Le Code technique du bâtiment réglemente l’efficacité de l’enveloppe du bâtiment et non la température respirée à l’intérieur. Les Héros du Dos de Mayo le remplissent : il est isolé, le projet a été approuvé, la rénovation a été réalisée. Et cela échoue toujours, car un bâtiment bien isolé accumule la chaleur au lieu de l’expulser s’il manque de ventilation et de refroidissement actifs. Le Règlement sur les Installations Thermiques fixe des limites quant à la présence de la climatisation. Là où il n’y en a pas – dans la grande majorité des écoles espagnoles – il n’y a rien à réglementer car il n’y a rien à mesurer.

Lignes

Le rapport d'Equitat.org propose ce qu'aucune norme espagnole n'a inclus : fixer 27 degrés comme seuil maximum légalement requis dans les salles de classe. Non pas comme limite de travail, mais comme condition d’apprentissage. L'Association espagnole de pédiatrie a averti que l'apprentissage se détériore après 26 années d'études. La compréhension écrite se détériore. La mémoire échoue. Au-delà de 30 ans, la salle de classe n’est plus un lieu approprié pour apprendre.

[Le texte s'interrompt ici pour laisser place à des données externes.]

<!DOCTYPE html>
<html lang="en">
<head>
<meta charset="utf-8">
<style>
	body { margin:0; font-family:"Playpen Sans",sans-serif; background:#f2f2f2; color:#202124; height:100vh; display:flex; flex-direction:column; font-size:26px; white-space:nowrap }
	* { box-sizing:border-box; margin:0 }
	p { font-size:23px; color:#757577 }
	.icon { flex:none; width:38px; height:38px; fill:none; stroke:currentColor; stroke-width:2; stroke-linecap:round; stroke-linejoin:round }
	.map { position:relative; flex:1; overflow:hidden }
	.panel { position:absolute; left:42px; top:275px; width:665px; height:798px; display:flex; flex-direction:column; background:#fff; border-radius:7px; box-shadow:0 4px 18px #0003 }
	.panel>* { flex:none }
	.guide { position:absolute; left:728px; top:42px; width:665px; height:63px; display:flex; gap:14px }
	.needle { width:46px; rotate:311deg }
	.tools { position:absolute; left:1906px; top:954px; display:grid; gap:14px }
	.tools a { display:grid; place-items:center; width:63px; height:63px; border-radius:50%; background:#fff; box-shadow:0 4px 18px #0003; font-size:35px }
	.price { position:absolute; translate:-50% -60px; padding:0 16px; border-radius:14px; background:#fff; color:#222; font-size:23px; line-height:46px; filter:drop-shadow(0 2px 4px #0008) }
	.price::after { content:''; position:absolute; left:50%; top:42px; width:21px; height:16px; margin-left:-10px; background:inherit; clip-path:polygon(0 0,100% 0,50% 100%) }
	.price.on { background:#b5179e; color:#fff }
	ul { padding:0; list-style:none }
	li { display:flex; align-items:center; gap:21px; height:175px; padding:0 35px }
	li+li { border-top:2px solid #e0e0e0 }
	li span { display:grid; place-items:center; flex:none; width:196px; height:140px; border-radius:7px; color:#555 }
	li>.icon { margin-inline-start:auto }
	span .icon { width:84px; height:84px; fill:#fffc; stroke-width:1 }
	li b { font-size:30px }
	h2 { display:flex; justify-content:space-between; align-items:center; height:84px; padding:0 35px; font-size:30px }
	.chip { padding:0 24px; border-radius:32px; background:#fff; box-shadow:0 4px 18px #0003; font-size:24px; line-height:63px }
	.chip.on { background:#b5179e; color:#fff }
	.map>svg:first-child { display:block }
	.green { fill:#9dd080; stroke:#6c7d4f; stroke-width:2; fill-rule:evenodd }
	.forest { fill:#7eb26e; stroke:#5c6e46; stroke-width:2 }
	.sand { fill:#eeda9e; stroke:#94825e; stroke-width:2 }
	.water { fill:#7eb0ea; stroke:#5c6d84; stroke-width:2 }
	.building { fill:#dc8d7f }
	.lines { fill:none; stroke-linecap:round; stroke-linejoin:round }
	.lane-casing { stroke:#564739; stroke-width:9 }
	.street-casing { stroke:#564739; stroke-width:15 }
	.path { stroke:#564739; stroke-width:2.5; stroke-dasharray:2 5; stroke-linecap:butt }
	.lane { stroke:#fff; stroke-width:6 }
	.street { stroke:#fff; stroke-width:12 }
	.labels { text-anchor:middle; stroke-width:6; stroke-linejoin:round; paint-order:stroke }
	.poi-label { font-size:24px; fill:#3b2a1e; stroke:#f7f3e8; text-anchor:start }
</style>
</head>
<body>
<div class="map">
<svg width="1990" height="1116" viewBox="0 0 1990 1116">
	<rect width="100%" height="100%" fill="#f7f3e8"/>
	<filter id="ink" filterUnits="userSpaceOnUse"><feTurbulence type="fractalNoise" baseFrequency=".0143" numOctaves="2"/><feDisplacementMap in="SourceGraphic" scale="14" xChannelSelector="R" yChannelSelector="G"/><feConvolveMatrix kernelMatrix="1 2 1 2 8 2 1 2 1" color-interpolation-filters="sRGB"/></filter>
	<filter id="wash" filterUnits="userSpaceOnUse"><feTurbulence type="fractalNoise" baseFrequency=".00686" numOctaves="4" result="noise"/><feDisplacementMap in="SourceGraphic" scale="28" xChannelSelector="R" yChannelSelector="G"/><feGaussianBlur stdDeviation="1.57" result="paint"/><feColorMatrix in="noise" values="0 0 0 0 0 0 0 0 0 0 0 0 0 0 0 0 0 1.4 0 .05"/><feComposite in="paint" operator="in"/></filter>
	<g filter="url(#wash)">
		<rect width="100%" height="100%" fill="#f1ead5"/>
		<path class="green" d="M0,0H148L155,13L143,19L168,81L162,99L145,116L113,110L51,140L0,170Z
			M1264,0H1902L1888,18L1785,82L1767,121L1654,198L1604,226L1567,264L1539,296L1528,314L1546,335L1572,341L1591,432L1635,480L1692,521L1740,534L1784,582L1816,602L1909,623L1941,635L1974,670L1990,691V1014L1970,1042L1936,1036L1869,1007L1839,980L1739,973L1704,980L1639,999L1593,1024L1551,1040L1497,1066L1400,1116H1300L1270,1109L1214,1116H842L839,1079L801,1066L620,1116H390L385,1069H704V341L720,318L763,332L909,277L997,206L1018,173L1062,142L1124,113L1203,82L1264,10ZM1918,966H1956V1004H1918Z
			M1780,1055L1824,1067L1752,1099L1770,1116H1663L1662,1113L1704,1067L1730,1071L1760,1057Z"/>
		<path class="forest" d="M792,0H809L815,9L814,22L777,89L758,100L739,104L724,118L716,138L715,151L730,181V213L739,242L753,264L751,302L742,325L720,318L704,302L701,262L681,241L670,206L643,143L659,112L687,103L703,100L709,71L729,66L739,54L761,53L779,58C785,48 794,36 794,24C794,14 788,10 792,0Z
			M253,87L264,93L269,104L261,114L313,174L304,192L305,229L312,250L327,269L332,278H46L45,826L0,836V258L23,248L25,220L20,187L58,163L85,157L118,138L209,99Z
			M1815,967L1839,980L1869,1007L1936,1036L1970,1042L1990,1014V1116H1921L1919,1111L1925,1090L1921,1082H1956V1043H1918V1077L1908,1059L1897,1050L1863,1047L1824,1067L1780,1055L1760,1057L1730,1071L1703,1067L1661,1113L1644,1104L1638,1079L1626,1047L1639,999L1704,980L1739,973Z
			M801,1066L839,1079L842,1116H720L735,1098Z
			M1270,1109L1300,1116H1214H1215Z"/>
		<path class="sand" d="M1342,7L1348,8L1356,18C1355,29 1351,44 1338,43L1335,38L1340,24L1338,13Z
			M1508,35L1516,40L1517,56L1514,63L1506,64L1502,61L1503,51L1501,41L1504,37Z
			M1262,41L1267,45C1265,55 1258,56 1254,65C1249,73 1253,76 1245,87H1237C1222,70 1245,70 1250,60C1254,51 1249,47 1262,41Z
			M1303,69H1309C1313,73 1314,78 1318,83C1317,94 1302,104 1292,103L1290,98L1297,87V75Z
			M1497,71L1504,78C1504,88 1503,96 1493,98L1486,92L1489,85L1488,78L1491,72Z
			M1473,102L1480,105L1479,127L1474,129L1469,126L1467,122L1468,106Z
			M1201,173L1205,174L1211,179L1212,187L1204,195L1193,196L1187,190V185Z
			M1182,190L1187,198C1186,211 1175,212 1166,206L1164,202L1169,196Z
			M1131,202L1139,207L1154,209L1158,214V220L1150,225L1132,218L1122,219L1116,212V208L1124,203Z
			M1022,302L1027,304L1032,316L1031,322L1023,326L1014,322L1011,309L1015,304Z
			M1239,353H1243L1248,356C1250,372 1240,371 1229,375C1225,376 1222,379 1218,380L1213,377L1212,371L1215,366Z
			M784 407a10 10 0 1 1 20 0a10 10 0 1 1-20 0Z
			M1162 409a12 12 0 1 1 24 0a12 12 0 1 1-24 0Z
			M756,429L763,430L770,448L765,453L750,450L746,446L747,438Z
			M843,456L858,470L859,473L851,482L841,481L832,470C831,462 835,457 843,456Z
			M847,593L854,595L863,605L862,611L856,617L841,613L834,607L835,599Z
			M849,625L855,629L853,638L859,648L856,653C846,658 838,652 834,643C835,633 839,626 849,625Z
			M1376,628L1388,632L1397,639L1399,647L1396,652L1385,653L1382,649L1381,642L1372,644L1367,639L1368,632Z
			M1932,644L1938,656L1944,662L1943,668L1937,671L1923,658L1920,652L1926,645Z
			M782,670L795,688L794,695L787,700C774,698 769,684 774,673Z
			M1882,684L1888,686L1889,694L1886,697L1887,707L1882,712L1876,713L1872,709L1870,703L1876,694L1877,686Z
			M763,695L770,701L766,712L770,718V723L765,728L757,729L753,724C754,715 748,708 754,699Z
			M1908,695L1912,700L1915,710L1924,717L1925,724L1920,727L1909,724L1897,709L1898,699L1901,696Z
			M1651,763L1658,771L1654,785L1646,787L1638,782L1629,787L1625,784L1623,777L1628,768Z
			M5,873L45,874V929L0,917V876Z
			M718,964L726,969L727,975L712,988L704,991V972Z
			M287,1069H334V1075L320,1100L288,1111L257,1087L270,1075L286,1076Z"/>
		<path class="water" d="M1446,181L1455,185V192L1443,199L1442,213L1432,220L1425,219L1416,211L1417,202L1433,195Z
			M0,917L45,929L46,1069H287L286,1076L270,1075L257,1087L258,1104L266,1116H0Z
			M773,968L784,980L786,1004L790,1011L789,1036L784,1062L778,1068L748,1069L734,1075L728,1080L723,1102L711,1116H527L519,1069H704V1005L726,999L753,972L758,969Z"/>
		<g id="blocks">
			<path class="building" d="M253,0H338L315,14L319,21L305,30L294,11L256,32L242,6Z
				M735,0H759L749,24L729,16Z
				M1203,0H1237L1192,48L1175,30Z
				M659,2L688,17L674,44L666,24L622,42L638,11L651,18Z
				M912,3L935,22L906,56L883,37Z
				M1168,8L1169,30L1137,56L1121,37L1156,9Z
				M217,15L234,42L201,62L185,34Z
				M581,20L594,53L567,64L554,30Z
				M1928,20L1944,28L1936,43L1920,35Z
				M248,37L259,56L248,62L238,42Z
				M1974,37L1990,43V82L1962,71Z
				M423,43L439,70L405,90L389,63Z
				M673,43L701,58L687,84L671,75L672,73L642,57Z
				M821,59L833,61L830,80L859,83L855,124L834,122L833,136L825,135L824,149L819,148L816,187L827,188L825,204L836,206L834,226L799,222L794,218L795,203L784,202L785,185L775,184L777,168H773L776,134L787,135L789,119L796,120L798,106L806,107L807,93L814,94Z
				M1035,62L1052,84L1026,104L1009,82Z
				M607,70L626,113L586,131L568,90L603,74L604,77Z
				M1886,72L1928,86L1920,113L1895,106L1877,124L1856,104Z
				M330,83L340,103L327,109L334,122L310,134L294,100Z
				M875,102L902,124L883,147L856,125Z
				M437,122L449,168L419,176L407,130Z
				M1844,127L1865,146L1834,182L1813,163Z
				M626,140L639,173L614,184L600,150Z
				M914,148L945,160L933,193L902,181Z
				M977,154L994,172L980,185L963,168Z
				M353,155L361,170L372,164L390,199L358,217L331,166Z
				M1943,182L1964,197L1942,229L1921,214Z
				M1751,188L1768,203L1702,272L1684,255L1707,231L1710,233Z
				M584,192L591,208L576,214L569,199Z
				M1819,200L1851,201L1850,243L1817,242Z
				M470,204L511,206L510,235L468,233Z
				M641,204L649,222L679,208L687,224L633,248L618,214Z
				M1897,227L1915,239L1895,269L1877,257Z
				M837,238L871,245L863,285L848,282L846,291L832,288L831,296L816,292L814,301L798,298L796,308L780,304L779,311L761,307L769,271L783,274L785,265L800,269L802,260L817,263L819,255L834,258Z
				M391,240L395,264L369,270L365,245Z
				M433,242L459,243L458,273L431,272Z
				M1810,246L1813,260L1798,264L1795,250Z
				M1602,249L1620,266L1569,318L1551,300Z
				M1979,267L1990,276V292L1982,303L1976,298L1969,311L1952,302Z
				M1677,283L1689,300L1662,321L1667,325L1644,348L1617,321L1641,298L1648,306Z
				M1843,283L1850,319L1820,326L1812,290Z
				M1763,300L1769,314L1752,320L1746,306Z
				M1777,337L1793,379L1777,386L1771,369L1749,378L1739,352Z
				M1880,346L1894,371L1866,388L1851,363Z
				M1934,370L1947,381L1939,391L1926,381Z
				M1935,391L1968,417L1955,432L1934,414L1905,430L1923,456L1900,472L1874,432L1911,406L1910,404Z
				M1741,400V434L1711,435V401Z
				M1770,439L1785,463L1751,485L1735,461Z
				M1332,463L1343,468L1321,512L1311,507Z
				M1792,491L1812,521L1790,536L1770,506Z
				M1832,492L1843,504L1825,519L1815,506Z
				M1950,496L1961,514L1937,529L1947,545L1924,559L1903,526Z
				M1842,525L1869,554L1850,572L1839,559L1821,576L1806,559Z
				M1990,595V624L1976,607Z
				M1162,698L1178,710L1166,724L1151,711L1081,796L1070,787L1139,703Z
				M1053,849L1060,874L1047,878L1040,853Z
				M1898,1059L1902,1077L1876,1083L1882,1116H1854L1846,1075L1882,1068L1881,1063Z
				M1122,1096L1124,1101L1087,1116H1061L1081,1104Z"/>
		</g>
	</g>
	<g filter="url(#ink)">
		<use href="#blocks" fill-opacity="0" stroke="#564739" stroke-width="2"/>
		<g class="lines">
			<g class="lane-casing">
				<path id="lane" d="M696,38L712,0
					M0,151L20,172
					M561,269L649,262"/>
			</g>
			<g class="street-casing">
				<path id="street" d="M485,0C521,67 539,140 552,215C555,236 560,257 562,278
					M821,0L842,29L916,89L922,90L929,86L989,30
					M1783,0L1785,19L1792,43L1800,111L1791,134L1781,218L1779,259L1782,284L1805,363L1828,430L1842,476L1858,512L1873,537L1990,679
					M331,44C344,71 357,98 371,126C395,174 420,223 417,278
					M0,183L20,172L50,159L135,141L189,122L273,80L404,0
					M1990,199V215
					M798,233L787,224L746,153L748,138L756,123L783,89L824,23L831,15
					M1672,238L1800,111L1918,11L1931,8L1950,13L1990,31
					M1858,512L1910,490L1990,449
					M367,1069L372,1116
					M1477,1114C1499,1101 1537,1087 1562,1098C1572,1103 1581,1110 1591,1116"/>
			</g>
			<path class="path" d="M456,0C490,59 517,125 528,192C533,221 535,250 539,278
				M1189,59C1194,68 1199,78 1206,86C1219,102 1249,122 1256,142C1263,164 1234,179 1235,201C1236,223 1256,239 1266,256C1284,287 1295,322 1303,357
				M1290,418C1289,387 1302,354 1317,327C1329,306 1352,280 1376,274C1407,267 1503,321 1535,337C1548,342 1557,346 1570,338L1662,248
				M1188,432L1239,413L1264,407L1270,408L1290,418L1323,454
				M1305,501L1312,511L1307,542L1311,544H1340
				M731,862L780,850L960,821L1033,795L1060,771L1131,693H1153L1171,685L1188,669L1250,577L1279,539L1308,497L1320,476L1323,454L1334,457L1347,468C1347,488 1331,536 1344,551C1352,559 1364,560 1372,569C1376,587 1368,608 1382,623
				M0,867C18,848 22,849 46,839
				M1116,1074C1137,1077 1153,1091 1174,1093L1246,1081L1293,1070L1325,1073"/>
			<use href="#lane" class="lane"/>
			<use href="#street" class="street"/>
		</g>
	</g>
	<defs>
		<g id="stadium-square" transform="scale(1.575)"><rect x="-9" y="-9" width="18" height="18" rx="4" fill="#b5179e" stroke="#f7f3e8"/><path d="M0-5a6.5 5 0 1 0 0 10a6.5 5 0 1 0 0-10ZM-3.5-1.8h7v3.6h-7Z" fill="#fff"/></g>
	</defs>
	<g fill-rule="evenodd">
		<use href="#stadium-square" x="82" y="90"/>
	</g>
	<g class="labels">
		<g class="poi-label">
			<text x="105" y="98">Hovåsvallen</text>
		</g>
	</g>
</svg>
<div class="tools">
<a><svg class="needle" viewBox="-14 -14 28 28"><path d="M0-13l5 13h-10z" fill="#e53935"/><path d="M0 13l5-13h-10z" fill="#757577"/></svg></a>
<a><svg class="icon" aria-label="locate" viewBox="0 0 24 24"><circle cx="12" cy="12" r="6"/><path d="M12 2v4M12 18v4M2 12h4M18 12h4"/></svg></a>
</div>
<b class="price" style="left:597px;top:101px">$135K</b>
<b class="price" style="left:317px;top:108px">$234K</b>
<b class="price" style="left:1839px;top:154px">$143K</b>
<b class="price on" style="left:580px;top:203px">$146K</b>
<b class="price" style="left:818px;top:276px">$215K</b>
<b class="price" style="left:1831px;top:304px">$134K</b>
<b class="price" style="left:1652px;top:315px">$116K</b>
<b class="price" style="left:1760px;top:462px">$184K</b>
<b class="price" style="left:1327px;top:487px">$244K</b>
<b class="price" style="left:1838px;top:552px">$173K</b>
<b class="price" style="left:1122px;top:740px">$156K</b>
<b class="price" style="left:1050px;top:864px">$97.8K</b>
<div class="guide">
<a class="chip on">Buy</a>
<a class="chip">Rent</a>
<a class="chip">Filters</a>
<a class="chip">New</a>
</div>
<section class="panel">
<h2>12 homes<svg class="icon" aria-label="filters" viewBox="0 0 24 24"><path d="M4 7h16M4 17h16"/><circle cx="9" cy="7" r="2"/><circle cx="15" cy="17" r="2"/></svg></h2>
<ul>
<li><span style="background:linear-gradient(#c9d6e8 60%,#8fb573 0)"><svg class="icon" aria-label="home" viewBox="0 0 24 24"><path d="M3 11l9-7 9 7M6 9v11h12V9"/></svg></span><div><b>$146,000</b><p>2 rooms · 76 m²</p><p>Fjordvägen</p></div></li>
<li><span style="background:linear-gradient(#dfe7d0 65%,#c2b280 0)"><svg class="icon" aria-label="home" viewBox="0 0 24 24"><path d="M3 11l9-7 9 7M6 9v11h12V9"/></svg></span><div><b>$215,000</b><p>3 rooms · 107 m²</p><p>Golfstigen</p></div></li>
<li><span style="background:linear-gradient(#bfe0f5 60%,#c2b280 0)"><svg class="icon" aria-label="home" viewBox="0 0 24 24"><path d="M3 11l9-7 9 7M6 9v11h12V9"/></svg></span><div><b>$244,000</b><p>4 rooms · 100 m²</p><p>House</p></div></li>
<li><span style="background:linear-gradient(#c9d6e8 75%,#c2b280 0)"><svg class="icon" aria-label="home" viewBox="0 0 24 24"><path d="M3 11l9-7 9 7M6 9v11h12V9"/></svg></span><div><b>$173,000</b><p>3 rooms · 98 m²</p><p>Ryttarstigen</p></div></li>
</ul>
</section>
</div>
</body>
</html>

En Espagne, la loi devrait protéger tout travailleur de la chaleur à son poste. Il existe des seuils, des inspections et des pénalités. Pour les étudiants, il n’y a rien de tout cela. Seules les familles achètent des ventilateurs, une AMPA présente des rapports et des mesures à tous ceux qui le peuvent, et des enseignants enseignent dans les patios et les jardins. L’air, pour le moment, ne circule pas.